Louis Oosthuizen of South Africa is one shot back after a 67 in unseasonably warm conditions at Carnoustie, and now heads to St. Andrews - where he won the British Open last year - for his third round.
Former U.S. Open champion Graeme McDowell is tied on 10 under with four others after shooting a second 67 of the week and defending champion Martin Kaymer made the same score at Carnoustie to lie a stroke further back with Rafael Cabrera-Bello, one of four players who started the day in the lead on 6 under.
Top-ranked Luke Donald is back on 4 under after a 71 while fifth-ranked Dustin Johnson is struggling to make the cut, which is made on Saturday, after stuttering to a 1-over 73 at Carnoustie. It left the American on level par and tied for 111th.
Hoey has already won a title this year - in Madeira in May - but capturing the Dunhill Links and a first prize of €588,148 ($800,000) would rank much higher among his achievements.
"It's nice to do well in the big ones, because I did reasonable at Wentworth (31st) too. Hopefully I can keep going the next two days," the former British amateur champion said.
While Hoey made seven birdies, Fleetwood rolled in nine in an error-free round after turning in 31 at Kingsbarns, which is producing the lowest scores of the three courses.
With no wind to speak of for the second day running, most of the high-profile players who went round the usually severe Carnoustie took full advantage.
The sixth-ranked Kaymer, looking to become the first player to successfully defend the title, was one of them and the German put himself in contention to break the course record of 64 after eight birdies in the space of 14 holes.
Bogeys at Nos. 16 and 17 set him back, however.
"I played very good golf - it was just not a very good finish. But I'll settle for a 67 at Carnoustie," Kaymer said.

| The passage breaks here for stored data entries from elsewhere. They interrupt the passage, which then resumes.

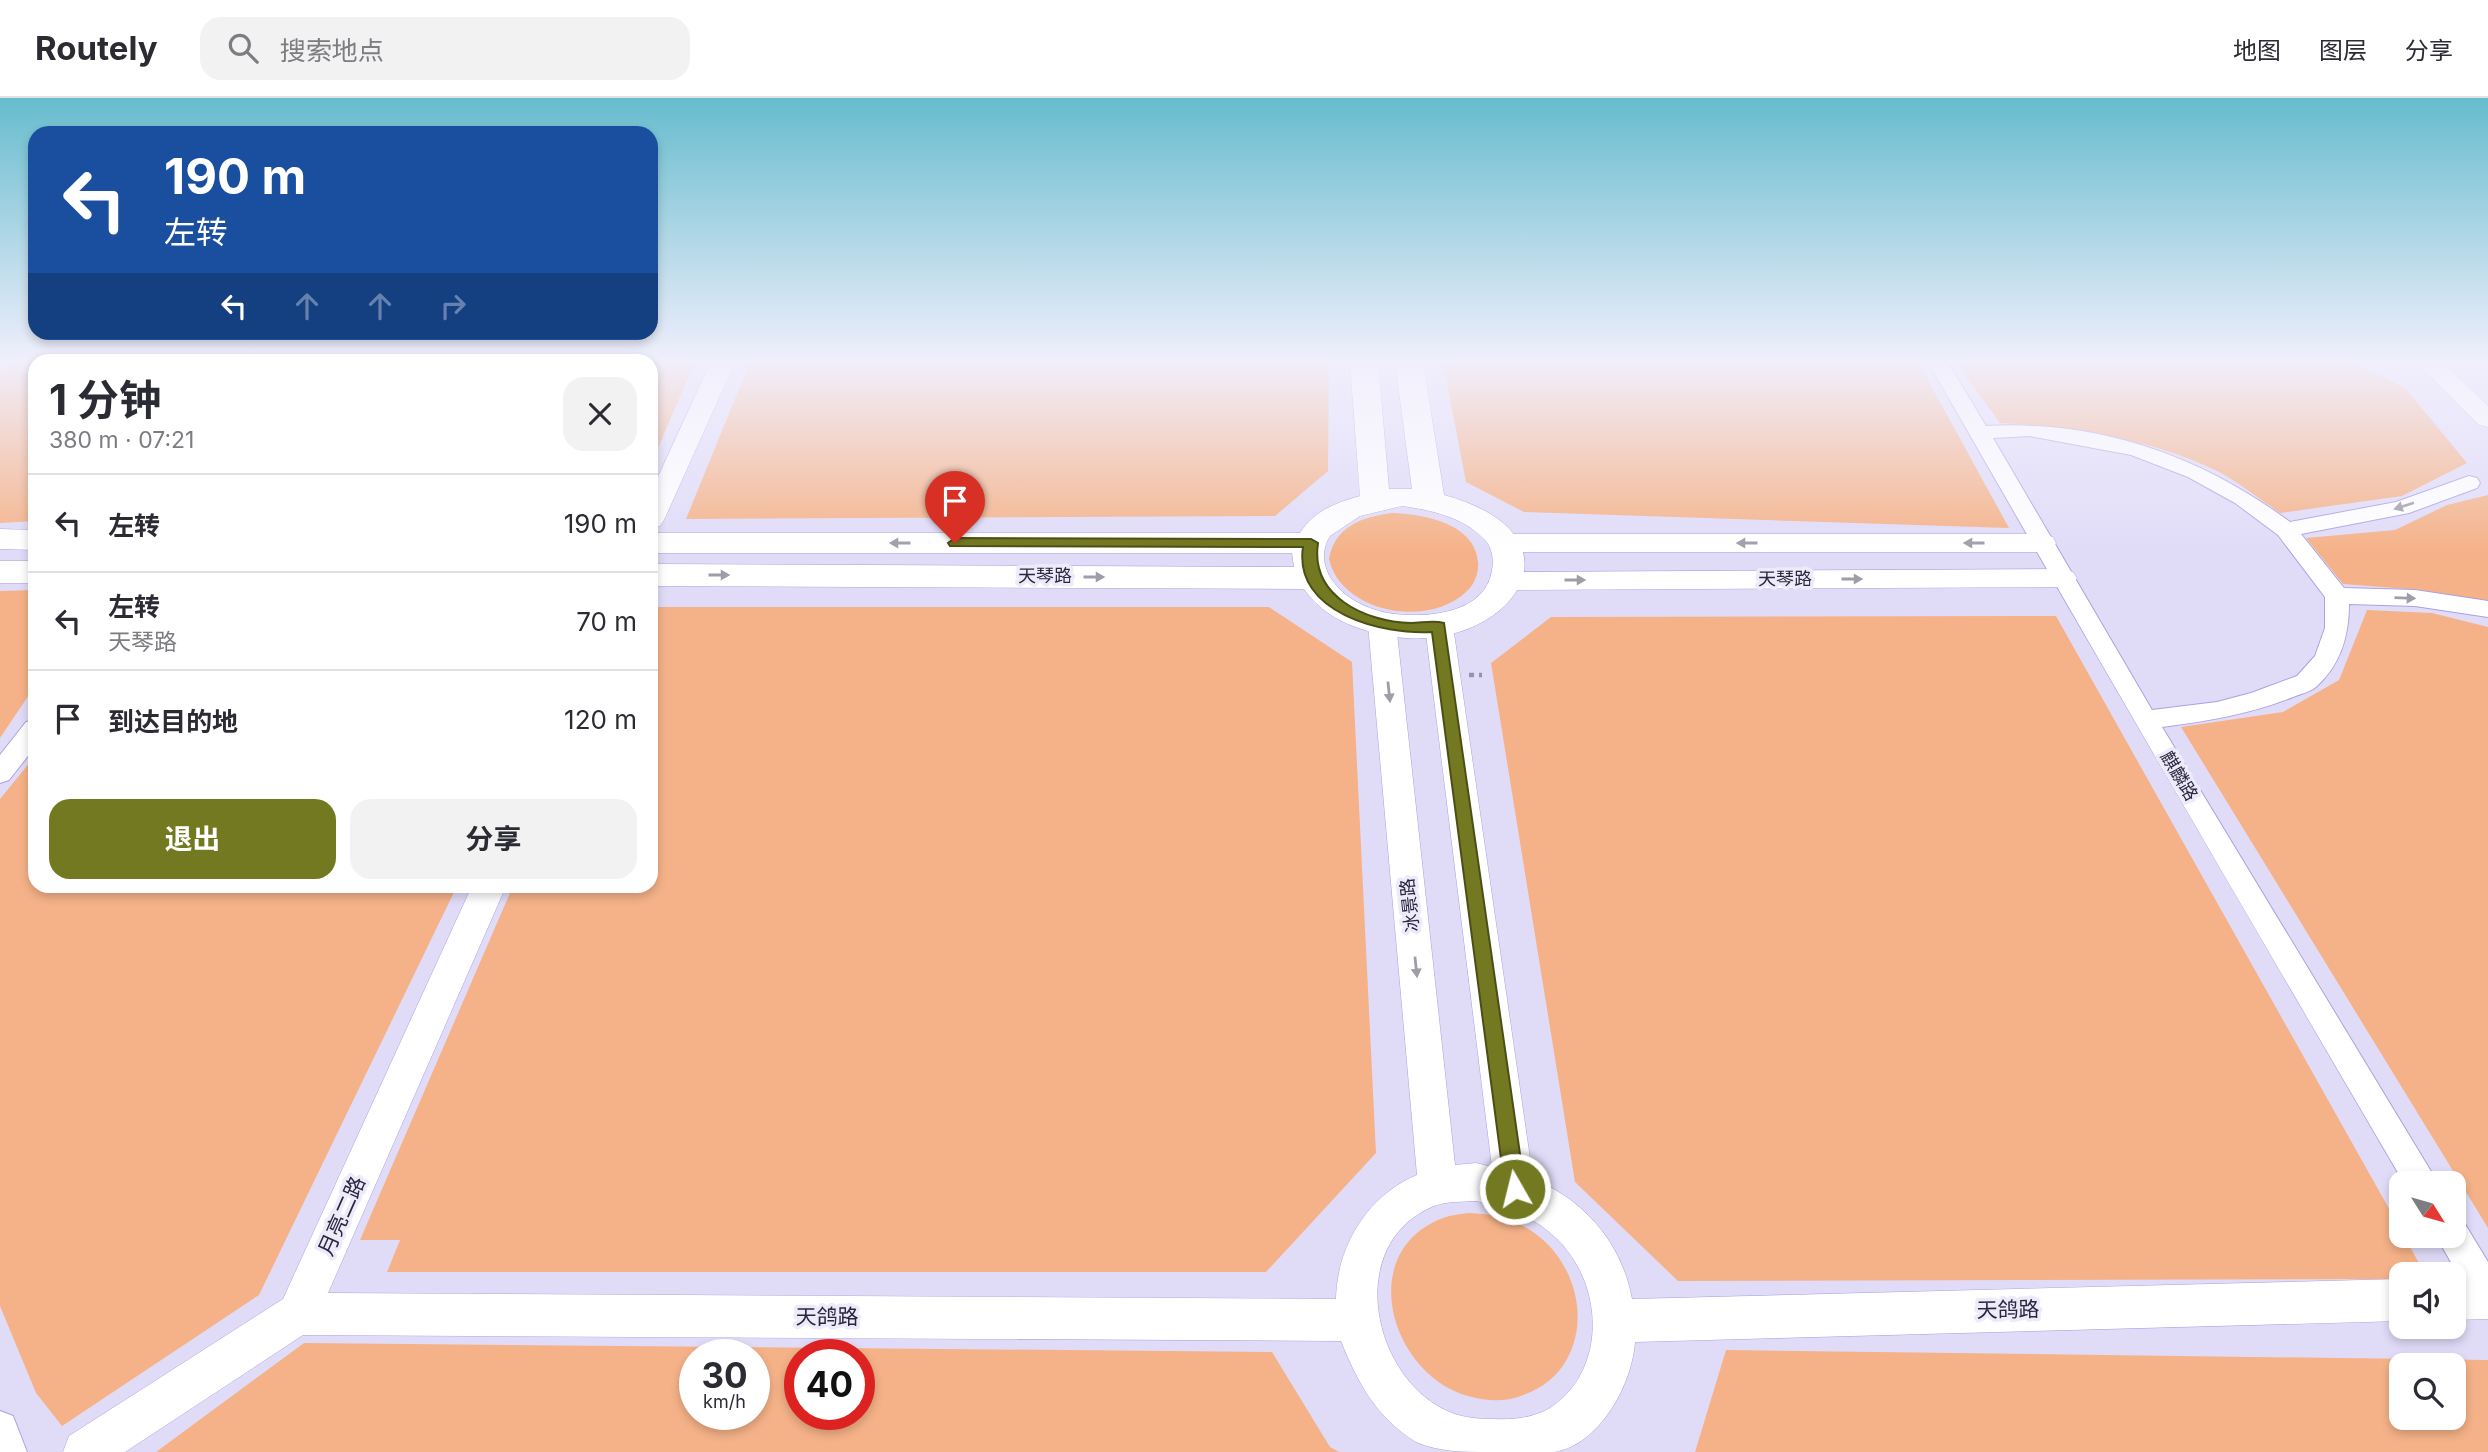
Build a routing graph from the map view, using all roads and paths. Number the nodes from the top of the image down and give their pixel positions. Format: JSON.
{"nodes":[{"id":1,"x":694,"y":425,"type":"edge"},
{"id":2,"x":1369,"y":425,"type":"edge"},
{"id":3,"x":1418,"y":425,"type":"edge"},
{"id":4,"x":1975,"y":425,"type":"edge"},
{"id":5,"x":1979,"y":433,"type":"junction"},
{"id":6,"x":2469,"y":483,"type":"dead end"},
{"id":7,"x":1375,"y":499,"type":"junction"},
{"id":8,"x":1429,"y":499,"type":"junction"},
{"id":9,"x":658,"y":505,"type":"edge"},
{"id":10,"x":2286,"y":530,"type":"junction"},
{"id":11,"x":0,"y":538,"type":"edge"},
{"id":12,"x":28,"y":540,"type":"edge"},
{"id":13,"x":658,"y":543,"type":"edge"},
{"id":14,"x":1311,"y":543,"type":"junction"},
{"id":15,"x":1502,"y":543,"type":"junction"},
{"id":16,"x":2043,"y":543,"type":"junction"},
{"id":17,"x":0,"y":572,"type":"edge"},
{"id":18,"x":28,"y":572,"type":"edge"},
{"id":19,"x":658,"y":575,"type":"edge"},
{"id":20,"x":1313,"y":578,"type":"junction"},
{"id":21,"x":2063,"y":578,"type":"junction"},
{"id":22,"x":1507,"y":581,"type":"junction"},
{"id":23,"x":2337,"y":596,"type":"junction"},
{"id":24,"x":2488,"y":609,"type":"edge"},
{"id":25,"x":1382,"y":624,"type":"junction"},
{"id":26,"x":1438,"y":626,"type":"junction"},
{"id":27,"x":2146,"y":720,"type":"junction"},
{"id":28,"x":28,"y":738,"type":"edge"},
{"id":29,"x":0,"y":773,"type":"edge"},
{"id":30,"x":486,"y":893,"type":"edge"},
{"id":31,"x":2415,"y":1171,"type":"edge"},
{"id":32,"x":1438,"y":1186,"type":"junction"},
{"id":33,"x":1515,"y":1189,"type":"junction"},
{"id":34,"x":2460,"y":1248,"type":"edge"},
{"id":35,"x":2488,"y":1296,"type":"edge"},
{"id":36,"x":2466,"y":1298,"type":"edge"},
{"id":37,"x":2389,"y":1300,"type":"edge"},
{"id":38,"x":298,"y":1314,"type":"junction"},
{"id":39,"x":1356,"y":1320,"type":"junction"},
{"id":40,"x":1616,"y":1321,"type":"junction"},
{"id":41,"x":0,"y":1429,"type":"edge"},
{"id":42,"x":8,"y":1452,"type":"edge"},
{"id":43,"x":85,"y":1452,"type":"edge"}],
"edges":[{"from":1,"to":9,"type":"street"},
{"from":2,"to":7,"type":"main road"},
{"from":3,"to":8,"type":"main road"},
{"from":4,"to":5,"type":"street","name":"麒麟路"},
{"from":5,"to":10,"type":"street"},
{"from":5,"to":16,"type":"street","name":"麒麟路"},
{"from":6,"to":10,"type":"street","one_way":true},
{"from":7,"to":8,"type":"main road"},
{"from":7,"to":14,"type":"main road"},
{"from":8,"to":15,"type":"main road"},
{"from":10,"to":23,"type":"street"},
{"from":11,"to":12,"type":"main road"},
{"from":14,"to":13,"type":"main road","name":"天琴路","one_way":true},
{"from":14,"to":20,"type":"main road"},
{"from":16,"to":15,"type":"street","name":"天琴路","one_way":true},
{"from":15,"to":22,"type":"main road"},
{"from":16,"to":21,"type":"street","name":"麒麟路"},
{"from":17,"to":18,"type":"main road"},
{"from":19,"to":20,"type":"main road","name":"天琴路","one_way":true},
{"from":20,"to":25,"type":"main road"},
{"from":22,"to":21,"type":"street","name":"天琴路","one_way":true},
{"from":21,"to":27,"type":"street","name":"麒麟路"},
{"from":22,"to":26,"type":"main road"},
{"from":23,"to":24,"type":"street","one_way":true},
{"from":23,"to":27,"type":"street"},
{"from":25,"to":26,"type":"main road"},
{"from":25,"to":32,"type":"street","name":"冰景路","one_way":true},
{"from":26,"to":33,"type":"street"},
{"from":27,"to":31,"type":"street","name":"麒麟路"},
{"from":28,"to":29,"type":"street"},
{"from":30,"to":38,"type":"street","name":"月亮二路"},
{"from":32,"to":33,"type":"street"},
{"from":32,"to":39,"type":"street"},
{"from":33,"to":40,"type":"street"},
{"from":34,"to":35,"type":"street"},
{"from":35,"to":36,"type":"street"},
{"from":37,"to":40,"type":"street","name":"天鸽路"},
{"from":38,"to":39,"type":"street","name":"天鸽路"},
{"from":38,"to":43,"type":"street"},
{"from":39,"to":40,"type":"street"},
{"from":41,"to":42,"type":"street"}]}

Daniel Gaunt of Australia (65 at Kingsbarns), Markus Brier of Austria (68 at Kingsbarns), Marc Warren of Scotland (68 at St. Andrews) and Jaco van Zyl of South Africa (67 at Carnoustie) were level on 10 under with McDowell.
The shot of the day was made by James Byrne, who aced the par-3 No. 13 with a 7 iron from 174 yards.
It put the 22-year-old Scot, who turned professional this month, on 10 under - a shot off the lead at the time - but a closing 7 saw him finish on 6 under.